Hi,
I am fiddling with this example from the SDK:
infocenter.nordicsemi.com/in...cp=5_1_4_3_1_2
In this example, there is a test regarding key derivation as:
static void uc_key_derivation(void)
{
optiga_lib_status_t optiga_lib_status;
uint8_t info[100] = { 0 };
uint16_t info_len = 100;
uint16_t oid = 0xF1D0;
uint8_t shared_secret[64] = { 0 };
// Check if key derivation is supported (OPTIGA Trust X after version 1.20.1048)
optiga_lib_status = optiga_util_read_data(0xE0C2, 0, info, &info_len);
DEMO_OPTIGA_ERROR_CHECK(optiga_lib_status);
if (info[25] == 0x10 && info[26] == 0x48) // !!!! THIS CONDITION RETURNS TRUE
{
NRF_LOG_INFO("Key derivation not supported!\r\n");
NRF_LOG_FLUSH();
return;
}
As I understand, it checks the fw version of the Optiga TrustX module for whether key derivation is supported or not. According to the reply of the TrustX device, the function returns with 'Key derivation not supported!' message.

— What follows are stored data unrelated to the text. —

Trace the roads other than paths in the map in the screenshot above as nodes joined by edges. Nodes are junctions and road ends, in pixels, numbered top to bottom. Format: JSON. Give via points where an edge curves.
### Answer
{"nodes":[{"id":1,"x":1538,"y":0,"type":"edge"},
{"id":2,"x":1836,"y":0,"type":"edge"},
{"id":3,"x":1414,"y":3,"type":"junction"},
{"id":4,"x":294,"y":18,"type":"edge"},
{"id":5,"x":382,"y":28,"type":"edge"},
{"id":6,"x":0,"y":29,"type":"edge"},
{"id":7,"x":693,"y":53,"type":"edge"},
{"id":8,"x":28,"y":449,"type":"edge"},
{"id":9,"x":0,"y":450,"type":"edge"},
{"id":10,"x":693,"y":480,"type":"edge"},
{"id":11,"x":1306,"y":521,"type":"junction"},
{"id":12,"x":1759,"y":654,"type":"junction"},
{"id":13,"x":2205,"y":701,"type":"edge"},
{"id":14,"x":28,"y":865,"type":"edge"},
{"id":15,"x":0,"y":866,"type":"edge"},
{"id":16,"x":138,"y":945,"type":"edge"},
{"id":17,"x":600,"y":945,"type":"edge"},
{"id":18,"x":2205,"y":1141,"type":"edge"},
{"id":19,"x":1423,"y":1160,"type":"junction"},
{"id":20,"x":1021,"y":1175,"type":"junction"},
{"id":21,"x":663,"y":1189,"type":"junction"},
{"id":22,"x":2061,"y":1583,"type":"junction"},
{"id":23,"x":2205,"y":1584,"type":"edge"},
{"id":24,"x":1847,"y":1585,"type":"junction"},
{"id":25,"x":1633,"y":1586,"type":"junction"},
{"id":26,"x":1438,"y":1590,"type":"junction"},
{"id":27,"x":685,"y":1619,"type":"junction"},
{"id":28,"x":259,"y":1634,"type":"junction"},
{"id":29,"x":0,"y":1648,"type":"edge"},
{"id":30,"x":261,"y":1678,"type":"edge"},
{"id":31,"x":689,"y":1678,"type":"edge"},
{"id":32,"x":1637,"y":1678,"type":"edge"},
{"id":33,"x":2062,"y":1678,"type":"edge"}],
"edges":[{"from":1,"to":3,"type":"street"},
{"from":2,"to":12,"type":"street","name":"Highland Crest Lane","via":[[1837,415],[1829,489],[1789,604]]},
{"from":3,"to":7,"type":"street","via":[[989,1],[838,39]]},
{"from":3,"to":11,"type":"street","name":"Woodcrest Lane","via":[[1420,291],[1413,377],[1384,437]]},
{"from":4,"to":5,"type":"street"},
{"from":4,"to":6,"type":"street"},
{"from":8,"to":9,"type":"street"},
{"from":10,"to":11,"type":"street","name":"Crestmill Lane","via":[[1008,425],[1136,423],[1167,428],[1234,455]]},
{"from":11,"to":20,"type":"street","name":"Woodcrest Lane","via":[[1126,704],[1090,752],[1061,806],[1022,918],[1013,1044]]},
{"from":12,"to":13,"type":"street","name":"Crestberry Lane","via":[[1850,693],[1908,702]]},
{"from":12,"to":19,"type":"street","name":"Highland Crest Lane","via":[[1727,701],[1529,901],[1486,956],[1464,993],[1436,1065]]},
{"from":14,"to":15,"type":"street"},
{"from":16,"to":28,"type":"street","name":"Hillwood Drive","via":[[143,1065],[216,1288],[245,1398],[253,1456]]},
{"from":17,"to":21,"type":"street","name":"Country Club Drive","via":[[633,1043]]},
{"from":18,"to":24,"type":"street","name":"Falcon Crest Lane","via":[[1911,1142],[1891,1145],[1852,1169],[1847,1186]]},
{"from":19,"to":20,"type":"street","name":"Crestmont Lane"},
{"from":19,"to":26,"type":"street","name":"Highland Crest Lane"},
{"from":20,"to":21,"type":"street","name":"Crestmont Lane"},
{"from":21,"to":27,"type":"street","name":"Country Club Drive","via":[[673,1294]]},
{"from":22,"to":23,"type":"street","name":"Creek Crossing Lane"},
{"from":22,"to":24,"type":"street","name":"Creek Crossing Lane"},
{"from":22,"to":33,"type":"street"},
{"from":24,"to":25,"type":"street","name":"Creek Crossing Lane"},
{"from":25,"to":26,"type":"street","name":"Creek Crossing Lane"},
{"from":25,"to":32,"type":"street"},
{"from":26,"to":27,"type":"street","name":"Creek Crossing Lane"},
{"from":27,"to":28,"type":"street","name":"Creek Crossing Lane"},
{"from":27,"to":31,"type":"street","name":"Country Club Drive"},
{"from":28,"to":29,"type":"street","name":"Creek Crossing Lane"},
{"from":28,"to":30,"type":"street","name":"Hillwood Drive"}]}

The thing is that, in the datasheet (revision 2.6), it clearly says TrustX supports key derivation in the first page.
"Crypto ToolBox with ECC NIST P256, P384, SHA-256 (sign, verify, key generation, ECDH, key derivation)"
I appreciate if anybody has any experience with Optiga Trust X, and share it here. I wonder if it is possible to use key derivation with Optiga TrustX or not, if possible, then how. Product page is here
Best regards,
Vedat